Markley testified that he was driving about 7 feet out from the curb of Shenandoah Avenue, and that he approached the intersection at a speed of about 8 miles an hour, which was reduced to 5 miles an hour as he crossed Eleventh Street. He stated positively that he did not see defendant Cordia's oncoming automobile until the front of his bus was in the very middle of the intersection, where he "could see down the center of the street up Eleventh Street". In other words, he had admittedly traveled from 17 to 18 feet out into the intersection before he saw the automobile, which was then about 90 feet, or a quarter of a block, to the north on Eleventh Street. However he insisted that after entering Eleventh Street he had looked to the north before his bus reached the center of the street where he first became aware of defendant Cordia's approach. It was not so much that he recalled precisely that he had looked on this particular occasion as that he was accustomed to keep a lookout going through any intersection.
Apparently the location is such that one driving west on Shenandoah Avenue can have but little view to the north until actually entering Eleventh Street. A brick house stands on the northeast corner flush with the sidewalk line, and while there is a space of 8 or 9 feet between the wall of the building and the east curb line of Eleventh Street, one's view to the north is interfered with by some sycamore trees located along the sidewalk.

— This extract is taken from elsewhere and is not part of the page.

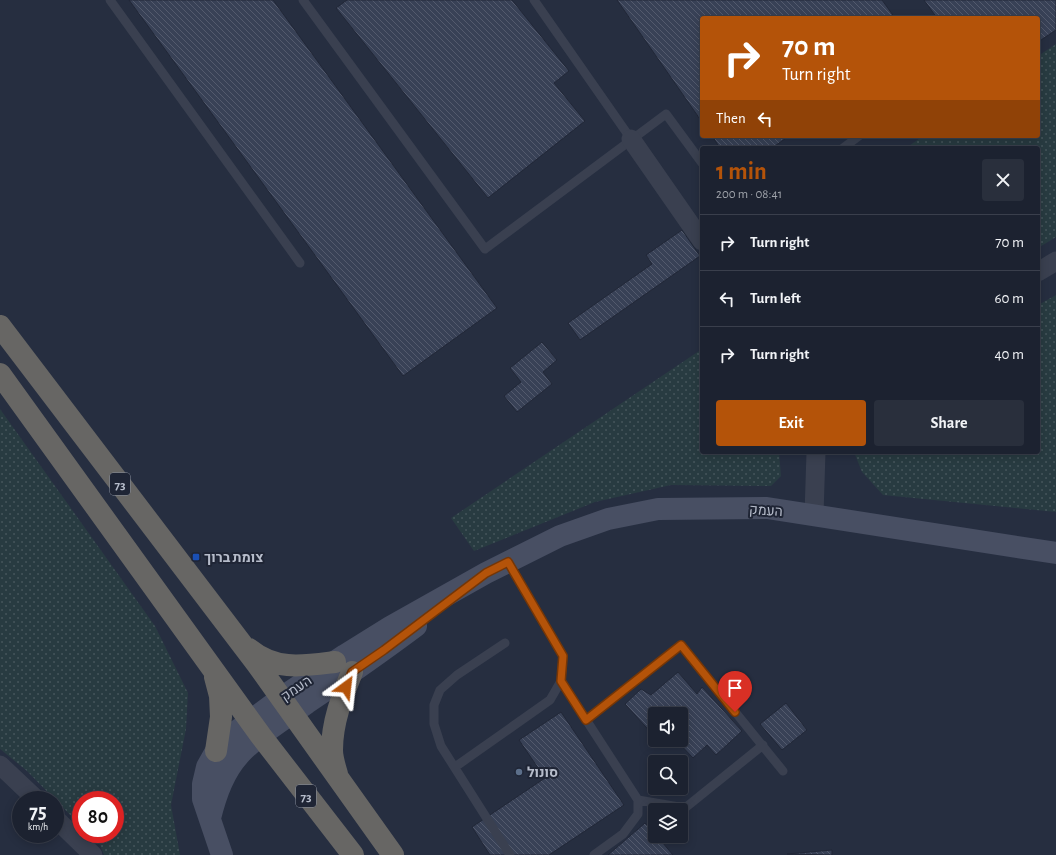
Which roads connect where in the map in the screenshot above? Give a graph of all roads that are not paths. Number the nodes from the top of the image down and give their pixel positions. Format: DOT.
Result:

There was no denial that upon reaching the curb line itself, one can see north on Eleventh Street for a whole block if there are no parked automobiles to obstruct his view, but whether there were any such automobiles parked along the street on this occasion, Markley did not recall.
Markley testified further that when he first observed defendant Cordia's automobile, it was somewhat across the center line on the east or left-hand side of the street, and was traveling at a speed which he estimated at 40 miles an hour. He did not see that its course was ever changed. As a matter of fact, he confined all his efforts to getting his bus out of the path of the oncoming car, and he stepped on the accelerator with all the force he possessed. However the bus had a "poor pick-up", and the collision occurred notwithstanding the efforts made to avoid it.

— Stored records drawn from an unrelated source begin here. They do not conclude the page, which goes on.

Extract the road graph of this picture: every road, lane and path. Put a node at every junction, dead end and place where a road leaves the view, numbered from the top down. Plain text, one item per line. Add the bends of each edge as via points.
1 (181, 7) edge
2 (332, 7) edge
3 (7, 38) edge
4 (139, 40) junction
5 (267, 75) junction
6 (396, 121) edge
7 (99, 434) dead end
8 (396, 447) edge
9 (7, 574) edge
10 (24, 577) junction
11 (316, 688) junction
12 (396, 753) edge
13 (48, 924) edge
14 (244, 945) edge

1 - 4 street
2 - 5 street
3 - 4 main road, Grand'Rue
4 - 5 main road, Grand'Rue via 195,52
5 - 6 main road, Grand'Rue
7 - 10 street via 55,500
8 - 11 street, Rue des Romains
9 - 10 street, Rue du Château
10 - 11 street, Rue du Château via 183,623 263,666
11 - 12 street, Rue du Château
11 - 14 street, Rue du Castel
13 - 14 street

As we have already pointed out, even defendant Cordia himself admits that plaintiff made a submissible case of the specific negligence charged against him. However we do not read plaintiff's evidence as conclusively establishing that defendant Cordia's negligence was the sole cause of the accident. What we mean is that no such conclusion appeared as a matter of law, but was only to be arrived at as one of fact, if the jury were so impressed by the evidence.
While plaintiff's evidence undoubtedly tended to show certain omissions properly chargeable to defendant St. Louis Public Service Company, it did not show the same with such particularity and completeness that they might have been submitted as charges of specific negligence. Hill v. St. Louis Public Service Co., supra.

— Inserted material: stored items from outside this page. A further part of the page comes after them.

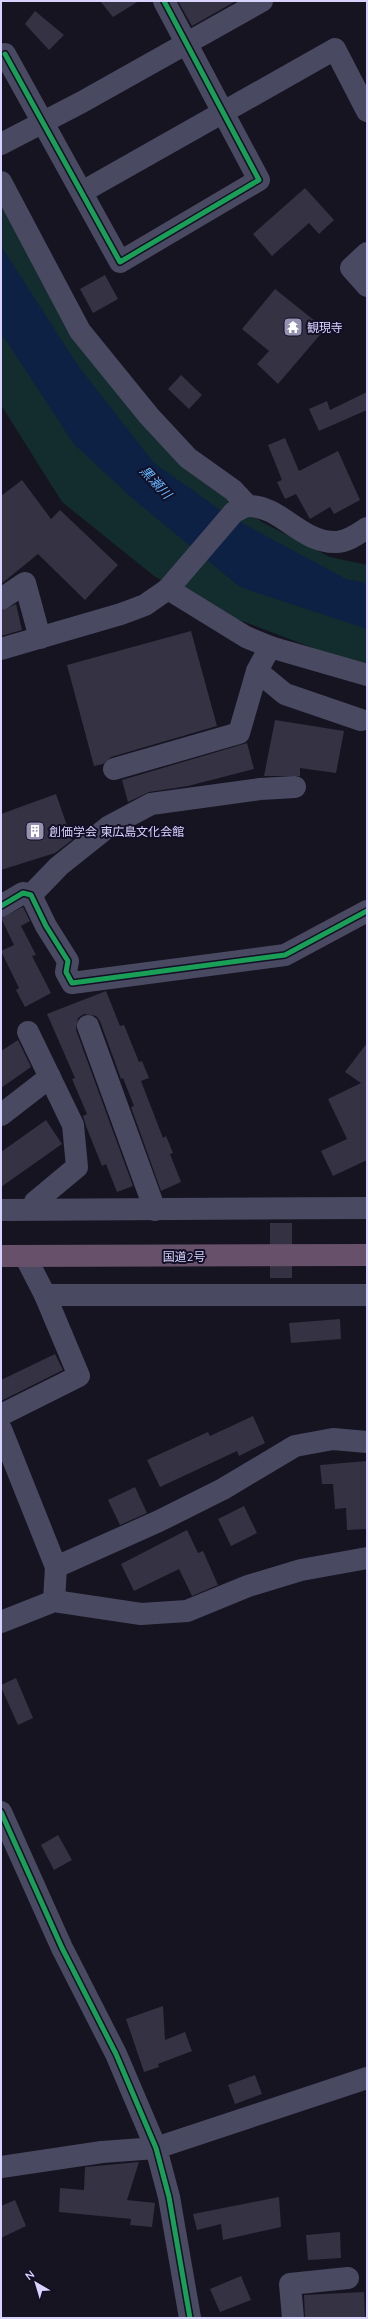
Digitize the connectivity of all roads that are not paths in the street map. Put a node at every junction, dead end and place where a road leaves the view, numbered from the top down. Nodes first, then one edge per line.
1 (164, 1) edge
2 (262, 1) edge
3 (187, 44) junction
4 (5, 54) dead end
5 (367, 111) edge
6 (223, 112) junction
7 (42, 122) junction
8 (1, 144) edge
9 (1, 182) edge
10 (82, 192) junction
11 (367, 253) edge
12 (367, 286) edge
13 (241, 509) junction
14 (367, 528) edge
15 (168, 589) junction
16 (1, 599) edge
17 (40, 638) junction
18 (270, 647) junction
19 (1, 649) edge
20 (257, 671) junction
21 (367, 675) edge
22 (361, 720) dead end
23 (114, 769) dead end
24 (295, 787) dead end
25 (31, 895) junction
26 (1, 906) edge
27 (367, 911) edge
28 (88, 1026) dead end
29 (28, 1032) dead end
30 (50, 1077) junction
31 (1, 1115) edge
32 (35, 1202) dead end
33 (367, 1208) edge
34 (1, 1210) edge
35 (155, 1210) junction
36 (367, 1255) edge
37 (1, 1256) edge
38 (24, 1256) junction
39 (46, 1295) junction
40 (367, 1295) edge
41 (1, 1415) edge
42 (1, 1429) edge
43 (367, 1442) edge
44 (367, 1558) edge
45 (56, 1567) junction
46 (54, 1601) junction
47 (1, 1622) edge
48 (1, 1812) edge
49 (367, 2078) edge
50 (156, 2148) junction
51 (1, 2167) edge
52 (348, 2278) dead end
53 (190, 2318) edge
54 (293, 2318) edge

1 - 3 street
2 - 3 street
3 - 6 street
3 - 7 street
4 - 7 street
5 - 6 street
6 - 10 street
6 - 10 street
7 - 8 street
7 - 10 street
9 - 13 street
11 - 12 street
13 - 14 street
13 - 15 street
15 - 17 street
15 - 18 street
16 - 17 street
17 - 19 street
18 - 20 street
18 - 21 street
20 - 22 street
20 - 23 street
24 - 25 street
25 - 26 street
25 - 27 street
28 - 35 street
29 - 30 street
30 - 31 street
30 - 32 street
33 - 35 street
34 - 35 street
36 - 38 highway, 国道2号
37 - 38 highway, 国道2号
38 - 39 street
39 - 40 street
39 - 41 street
42 - 45 street
43 - 45 street
44 - 46 street
45 - 46 street
46 - 47 street
48 - 50 street
49 - 50 street
50 - 51 street
50 - 53 street
52 - 54 street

It was of course not enough for plaintiff merely to show that she had been injured while a passenger on the bus, but in order to establish a basis for an inference of some negligence on the part of defendant St. Louis Public Service Company, it was essential that she show that the unusual occurrence giving rise to her injury had been something related to such defendant and under its management and control. Belding v. St. Louis Public Service Co., Mo.Sup., 215 S.W.2d 506; Pointer v. Mountain Railway Construction Co., 269 Mo. 104, 120, 189 S.W. 805, L.R.A. 1917B, 1091.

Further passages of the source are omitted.